The data is to be retyped in full, exactly.

__________________________________________________

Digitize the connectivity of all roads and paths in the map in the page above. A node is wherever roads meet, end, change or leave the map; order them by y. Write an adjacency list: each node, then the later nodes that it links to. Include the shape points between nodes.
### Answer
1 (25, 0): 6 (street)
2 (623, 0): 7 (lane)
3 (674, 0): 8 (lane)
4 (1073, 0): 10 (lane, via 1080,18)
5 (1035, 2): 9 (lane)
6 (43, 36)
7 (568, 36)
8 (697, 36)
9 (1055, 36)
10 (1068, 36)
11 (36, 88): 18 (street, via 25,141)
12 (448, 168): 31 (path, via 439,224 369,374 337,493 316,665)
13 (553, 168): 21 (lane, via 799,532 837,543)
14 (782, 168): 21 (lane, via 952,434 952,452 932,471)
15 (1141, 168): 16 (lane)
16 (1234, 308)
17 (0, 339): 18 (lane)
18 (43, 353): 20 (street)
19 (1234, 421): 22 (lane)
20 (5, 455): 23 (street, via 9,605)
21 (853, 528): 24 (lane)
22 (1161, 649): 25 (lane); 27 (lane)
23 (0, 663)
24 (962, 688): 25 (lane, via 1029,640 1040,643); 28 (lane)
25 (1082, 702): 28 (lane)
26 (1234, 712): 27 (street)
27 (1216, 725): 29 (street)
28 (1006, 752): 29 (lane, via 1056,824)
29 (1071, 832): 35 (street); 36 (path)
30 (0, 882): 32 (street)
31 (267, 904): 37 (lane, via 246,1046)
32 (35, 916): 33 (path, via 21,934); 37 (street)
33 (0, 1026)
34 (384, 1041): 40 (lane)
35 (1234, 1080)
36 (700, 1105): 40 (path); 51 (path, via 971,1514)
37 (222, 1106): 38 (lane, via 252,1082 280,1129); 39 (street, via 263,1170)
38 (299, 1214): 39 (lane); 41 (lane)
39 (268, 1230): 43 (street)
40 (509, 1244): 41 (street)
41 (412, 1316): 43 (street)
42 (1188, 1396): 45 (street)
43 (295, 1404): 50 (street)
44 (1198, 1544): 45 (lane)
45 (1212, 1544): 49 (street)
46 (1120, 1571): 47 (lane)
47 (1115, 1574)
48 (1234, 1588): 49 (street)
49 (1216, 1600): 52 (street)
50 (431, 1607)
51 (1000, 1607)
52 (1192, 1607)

__________________________________________________

__Completed exercise__.
Digitize the connectivity of all roads and paths in the map in the page above. A node is wherever roads meet, end, change or leave the map; order them by y. Write an adjacency list: each node, then the later nodes that it links to. Include the shape points between nodes.
### Answer
1 (25, 0): 6 (street)
2 (623, 0): 7 (lane)
3 (674, 0): 8 (lane)
4 (1073, 0): 10 (lane, via 1080,18)
5 (1035, 2): 9 (lane)
6 (43, 36)
7 (568, 36)
8 (697, 36)
9 (1055, 36)
10 (1068, 36)
11 (36, 88): 18 (street, via 25,141)
12 (448, 168): 31 (path, via 439,224 369,374 337,493 316,665)
13 (553, 168): 21 (lane, via 799,532 837,543)
14 (782, 168): 21 (lane, via 952,434 952,452 932,471)
15 (1141, 168): 16 (lane)
16 (1234, 308)
17 (0, 339): 18 (lane)
18 (43, 353): 20 (street)
19 (1234, 421): 22 (lane)
20 (5, 455): 23 (street, via 9,605)
21 (853, 528): 24 (lane)
22 (1161, 649): 25 (lane); 27 (lane)
23 (0, 663)
24 (962, 688): 25 (lane, via 1029,640 1040,643); 28 (lane)
25 (1082, 702): 28 (lane)
26 (1234, 712): 27 (street)
27 (1216, 725): 29 (street)
28 (1006, 752): 29 (lane, via 1056,824)
29 (1071, 832): 35 (street); 36 (path)
30 (0, 882): 32 (street)
31 (267, 904): 37 (lane, via 246,1046)
32 (35, 916): 33 (path, via 21,934); 37 (street)
33 (0, 1026)
34 (384, 1041): 40 (lane)
35 (1234, 1080)
36 (700, 1105): 40 (path); 51 (path, via 971,1514)
37 (222, 1106): 38 (lane, via 252,1082 280,1129); 39 (street, via 263,1170)
38 (299, 1214): 39 (lane); 41 (lane)
39 (268, 1230): 43 (street)
40 (509, 1244): 41 (street)
41 (412, 1316): 43 (street)
42 (1188, 1396): 45 (street)
43 (295, 1404): 50 (street)
44 (1198, 1544): 45 (lane)
45 (1212, 1544): 49 (street)
46 (1120, 1571): 47 (lane)
47 (1115, 1574)
48 (1234, 1588): 49 (street)
49 (1216, 1600): 52 (street)
50 (431, 1607)
51 (1000, 1607)
52 (1192, 1607)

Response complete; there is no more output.